::: Records supplied
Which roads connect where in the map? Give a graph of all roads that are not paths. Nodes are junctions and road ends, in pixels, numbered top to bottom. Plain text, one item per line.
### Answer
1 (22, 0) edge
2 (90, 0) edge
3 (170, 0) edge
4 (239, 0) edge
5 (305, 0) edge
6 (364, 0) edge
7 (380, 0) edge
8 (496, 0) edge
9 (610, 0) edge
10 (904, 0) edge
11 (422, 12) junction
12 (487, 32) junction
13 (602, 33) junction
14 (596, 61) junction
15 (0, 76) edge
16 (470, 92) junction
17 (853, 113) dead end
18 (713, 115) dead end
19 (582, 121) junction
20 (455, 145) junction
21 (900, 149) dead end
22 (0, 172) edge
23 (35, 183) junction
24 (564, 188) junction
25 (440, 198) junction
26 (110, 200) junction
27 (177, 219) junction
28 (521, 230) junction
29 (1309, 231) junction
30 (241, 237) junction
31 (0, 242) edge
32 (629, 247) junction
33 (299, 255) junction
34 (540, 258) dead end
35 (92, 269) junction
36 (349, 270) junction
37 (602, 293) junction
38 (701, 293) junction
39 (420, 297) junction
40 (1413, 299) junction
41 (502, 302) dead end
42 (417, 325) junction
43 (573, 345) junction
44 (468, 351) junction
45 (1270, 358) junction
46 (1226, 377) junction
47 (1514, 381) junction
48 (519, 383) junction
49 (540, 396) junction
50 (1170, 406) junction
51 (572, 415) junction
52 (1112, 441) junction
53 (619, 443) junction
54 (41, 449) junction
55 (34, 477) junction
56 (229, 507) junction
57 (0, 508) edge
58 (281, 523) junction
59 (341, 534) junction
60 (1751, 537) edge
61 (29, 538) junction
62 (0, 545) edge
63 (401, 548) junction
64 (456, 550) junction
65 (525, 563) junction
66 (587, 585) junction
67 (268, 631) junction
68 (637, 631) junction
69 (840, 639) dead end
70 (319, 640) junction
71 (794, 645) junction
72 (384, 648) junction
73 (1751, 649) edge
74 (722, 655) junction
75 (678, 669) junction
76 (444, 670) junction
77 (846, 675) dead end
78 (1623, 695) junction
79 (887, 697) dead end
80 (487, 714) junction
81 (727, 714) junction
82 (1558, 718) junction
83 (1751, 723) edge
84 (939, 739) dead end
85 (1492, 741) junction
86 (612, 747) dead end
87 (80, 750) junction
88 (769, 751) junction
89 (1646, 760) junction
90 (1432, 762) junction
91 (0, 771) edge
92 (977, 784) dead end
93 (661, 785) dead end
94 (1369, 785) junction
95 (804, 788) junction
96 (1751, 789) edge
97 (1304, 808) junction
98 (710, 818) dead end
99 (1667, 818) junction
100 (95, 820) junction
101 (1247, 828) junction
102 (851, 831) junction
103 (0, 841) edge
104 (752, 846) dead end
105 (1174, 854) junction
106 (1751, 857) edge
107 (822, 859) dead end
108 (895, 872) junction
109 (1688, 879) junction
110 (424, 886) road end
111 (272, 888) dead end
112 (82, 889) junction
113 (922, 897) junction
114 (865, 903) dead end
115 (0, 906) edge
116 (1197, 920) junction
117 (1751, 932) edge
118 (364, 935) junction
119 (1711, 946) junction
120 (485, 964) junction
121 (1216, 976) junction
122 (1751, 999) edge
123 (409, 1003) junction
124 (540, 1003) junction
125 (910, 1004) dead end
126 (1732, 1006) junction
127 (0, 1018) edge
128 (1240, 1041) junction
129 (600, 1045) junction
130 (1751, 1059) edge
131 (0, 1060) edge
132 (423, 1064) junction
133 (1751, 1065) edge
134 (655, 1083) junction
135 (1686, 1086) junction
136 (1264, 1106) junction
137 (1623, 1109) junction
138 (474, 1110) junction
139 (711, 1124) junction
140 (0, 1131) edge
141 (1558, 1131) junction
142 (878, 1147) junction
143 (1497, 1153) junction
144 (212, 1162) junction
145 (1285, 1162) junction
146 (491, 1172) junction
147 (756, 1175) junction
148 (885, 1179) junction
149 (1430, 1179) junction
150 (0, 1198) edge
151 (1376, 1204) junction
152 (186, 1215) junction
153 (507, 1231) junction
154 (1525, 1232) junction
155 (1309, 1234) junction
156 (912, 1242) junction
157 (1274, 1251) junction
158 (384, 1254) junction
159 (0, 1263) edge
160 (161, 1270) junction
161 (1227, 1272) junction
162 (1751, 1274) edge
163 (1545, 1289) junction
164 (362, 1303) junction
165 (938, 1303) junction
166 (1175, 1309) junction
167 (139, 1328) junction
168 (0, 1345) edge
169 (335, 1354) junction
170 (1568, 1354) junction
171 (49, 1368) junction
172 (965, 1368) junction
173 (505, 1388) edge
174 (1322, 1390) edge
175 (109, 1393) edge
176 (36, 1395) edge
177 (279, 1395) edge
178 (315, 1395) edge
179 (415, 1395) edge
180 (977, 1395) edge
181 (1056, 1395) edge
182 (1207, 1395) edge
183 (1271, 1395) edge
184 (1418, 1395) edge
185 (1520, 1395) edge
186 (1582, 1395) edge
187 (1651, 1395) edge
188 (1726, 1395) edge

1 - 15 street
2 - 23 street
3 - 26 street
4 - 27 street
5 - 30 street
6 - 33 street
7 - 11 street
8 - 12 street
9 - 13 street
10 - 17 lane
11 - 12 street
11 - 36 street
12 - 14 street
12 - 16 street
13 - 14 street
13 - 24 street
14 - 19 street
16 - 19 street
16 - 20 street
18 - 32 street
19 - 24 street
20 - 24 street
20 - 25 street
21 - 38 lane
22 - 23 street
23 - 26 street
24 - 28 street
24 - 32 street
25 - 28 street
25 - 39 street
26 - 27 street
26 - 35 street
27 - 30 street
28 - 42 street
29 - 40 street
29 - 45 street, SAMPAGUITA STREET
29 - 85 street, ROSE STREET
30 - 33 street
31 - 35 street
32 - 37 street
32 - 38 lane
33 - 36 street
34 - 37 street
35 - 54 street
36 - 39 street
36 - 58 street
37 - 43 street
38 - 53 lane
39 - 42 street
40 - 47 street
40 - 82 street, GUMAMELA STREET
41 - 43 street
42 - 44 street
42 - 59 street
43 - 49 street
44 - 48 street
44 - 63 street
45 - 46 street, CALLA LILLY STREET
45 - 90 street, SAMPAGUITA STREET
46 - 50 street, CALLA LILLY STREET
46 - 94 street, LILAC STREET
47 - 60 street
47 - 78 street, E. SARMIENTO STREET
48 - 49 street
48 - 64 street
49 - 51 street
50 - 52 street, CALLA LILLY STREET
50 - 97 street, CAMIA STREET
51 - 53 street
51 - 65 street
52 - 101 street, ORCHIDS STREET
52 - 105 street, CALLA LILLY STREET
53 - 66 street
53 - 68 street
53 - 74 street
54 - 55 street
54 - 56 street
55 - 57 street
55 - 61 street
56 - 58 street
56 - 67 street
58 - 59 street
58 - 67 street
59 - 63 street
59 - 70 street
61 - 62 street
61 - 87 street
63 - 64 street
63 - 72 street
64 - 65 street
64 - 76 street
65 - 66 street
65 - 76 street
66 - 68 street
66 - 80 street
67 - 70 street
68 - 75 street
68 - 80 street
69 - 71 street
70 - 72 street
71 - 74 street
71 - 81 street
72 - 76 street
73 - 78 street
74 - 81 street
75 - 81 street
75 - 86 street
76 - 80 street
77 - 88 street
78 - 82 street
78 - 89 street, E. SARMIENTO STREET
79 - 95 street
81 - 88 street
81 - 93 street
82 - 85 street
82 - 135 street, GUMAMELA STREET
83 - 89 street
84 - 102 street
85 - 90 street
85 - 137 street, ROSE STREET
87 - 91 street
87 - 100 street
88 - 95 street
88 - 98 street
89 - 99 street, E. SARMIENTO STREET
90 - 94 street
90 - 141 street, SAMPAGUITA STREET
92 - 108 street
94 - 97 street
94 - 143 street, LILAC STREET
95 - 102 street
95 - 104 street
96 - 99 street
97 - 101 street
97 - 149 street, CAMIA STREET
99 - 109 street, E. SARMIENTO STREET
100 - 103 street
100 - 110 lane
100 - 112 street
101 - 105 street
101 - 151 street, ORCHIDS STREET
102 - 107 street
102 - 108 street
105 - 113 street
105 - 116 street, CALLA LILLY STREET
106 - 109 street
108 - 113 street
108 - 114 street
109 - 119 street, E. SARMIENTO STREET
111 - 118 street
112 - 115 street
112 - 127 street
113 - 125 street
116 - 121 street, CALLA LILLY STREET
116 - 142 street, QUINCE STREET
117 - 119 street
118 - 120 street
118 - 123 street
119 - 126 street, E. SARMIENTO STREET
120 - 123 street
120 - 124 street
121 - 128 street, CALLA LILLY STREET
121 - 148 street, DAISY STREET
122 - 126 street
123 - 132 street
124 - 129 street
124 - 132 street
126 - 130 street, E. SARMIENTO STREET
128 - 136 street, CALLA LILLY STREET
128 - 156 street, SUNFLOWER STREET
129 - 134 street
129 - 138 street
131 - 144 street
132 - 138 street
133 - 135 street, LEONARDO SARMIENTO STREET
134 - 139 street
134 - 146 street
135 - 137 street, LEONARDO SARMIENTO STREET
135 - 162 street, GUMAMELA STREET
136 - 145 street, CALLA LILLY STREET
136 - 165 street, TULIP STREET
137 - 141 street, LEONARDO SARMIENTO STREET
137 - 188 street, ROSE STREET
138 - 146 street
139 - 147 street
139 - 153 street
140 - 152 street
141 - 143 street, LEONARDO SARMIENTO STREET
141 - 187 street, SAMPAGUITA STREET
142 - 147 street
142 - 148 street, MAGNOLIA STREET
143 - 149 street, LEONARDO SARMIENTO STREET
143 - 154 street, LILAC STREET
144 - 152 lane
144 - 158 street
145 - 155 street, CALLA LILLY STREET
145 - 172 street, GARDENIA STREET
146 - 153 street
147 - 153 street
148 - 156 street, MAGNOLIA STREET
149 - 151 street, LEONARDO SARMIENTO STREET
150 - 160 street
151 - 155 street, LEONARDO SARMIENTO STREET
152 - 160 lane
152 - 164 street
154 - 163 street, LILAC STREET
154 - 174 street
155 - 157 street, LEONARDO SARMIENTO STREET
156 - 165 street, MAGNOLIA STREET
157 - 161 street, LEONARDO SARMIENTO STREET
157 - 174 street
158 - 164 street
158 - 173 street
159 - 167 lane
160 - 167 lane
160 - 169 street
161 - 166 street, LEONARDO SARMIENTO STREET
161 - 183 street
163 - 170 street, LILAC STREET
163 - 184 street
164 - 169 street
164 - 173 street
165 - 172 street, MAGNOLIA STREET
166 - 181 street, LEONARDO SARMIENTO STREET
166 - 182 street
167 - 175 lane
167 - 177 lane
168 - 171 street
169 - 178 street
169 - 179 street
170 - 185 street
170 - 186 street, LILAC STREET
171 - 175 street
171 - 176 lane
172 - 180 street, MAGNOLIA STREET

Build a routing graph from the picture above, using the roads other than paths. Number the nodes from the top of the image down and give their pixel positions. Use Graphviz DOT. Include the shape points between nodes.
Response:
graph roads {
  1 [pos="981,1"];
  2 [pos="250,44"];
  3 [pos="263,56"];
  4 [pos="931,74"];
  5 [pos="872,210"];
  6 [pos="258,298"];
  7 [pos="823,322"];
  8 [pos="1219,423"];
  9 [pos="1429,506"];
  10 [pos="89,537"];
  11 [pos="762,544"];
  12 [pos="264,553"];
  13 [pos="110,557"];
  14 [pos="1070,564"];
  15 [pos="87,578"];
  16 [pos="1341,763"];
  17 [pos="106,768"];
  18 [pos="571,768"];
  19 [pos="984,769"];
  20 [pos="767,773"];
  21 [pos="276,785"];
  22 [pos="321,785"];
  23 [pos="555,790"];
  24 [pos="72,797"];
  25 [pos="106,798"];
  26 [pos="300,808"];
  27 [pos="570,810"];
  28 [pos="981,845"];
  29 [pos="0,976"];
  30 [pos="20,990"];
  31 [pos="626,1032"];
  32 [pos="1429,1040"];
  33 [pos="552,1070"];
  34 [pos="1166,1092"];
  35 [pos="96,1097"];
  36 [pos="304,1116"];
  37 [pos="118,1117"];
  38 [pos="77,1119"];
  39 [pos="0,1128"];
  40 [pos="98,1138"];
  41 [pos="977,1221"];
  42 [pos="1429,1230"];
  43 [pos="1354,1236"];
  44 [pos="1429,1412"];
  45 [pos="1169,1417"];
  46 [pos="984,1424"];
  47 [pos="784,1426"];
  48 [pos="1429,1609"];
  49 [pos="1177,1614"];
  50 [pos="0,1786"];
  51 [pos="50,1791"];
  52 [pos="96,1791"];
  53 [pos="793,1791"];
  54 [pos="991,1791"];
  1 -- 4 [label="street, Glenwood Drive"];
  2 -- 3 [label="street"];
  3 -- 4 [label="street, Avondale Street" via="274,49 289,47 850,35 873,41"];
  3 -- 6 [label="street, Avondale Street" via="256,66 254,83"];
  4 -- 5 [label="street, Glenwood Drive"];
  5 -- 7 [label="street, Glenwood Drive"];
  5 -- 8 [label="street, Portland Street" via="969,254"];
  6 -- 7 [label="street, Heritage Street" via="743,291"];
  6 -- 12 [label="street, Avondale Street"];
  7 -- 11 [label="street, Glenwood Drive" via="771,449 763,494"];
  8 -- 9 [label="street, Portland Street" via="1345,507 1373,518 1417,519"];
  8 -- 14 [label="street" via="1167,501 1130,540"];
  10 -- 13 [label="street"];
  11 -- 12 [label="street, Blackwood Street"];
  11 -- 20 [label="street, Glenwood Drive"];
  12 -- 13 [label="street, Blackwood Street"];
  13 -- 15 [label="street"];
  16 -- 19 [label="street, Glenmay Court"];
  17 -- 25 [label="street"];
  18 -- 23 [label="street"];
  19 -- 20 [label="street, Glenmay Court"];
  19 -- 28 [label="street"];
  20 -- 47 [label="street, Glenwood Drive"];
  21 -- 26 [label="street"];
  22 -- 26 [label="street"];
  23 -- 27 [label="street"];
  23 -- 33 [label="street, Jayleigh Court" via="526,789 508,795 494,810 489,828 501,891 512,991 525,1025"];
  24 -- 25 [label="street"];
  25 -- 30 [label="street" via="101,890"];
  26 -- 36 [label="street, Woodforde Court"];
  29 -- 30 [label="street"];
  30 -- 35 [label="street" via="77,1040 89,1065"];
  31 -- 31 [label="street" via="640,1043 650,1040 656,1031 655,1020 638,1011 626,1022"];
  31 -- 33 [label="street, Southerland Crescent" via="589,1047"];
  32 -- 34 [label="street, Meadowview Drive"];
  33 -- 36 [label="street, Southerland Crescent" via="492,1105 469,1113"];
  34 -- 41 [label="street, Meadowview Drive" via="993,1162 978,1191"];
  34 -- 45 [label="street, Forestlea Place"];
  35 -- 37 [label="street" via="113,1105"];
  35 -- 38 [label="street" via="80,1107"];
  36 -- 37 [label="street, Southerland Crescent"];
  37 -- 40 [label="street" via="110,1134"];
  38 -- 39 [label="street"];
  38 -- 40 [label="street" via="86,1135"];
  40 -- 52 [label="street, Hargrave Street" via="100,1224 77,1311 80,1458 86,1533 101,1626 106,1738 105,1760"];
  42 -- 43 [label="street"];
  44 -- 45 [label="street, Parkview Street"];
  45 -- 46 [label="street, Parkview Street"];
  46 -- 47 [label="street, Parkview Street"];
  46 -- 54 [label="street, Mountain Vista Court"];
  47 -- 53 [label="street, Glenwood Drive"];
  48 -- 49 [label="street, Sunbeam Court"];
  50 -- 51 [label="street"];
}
::::::
_Problem to solve_
The answer should be only the number of lines in the data that contain the string "CALLA".

_Response for this exercise_
10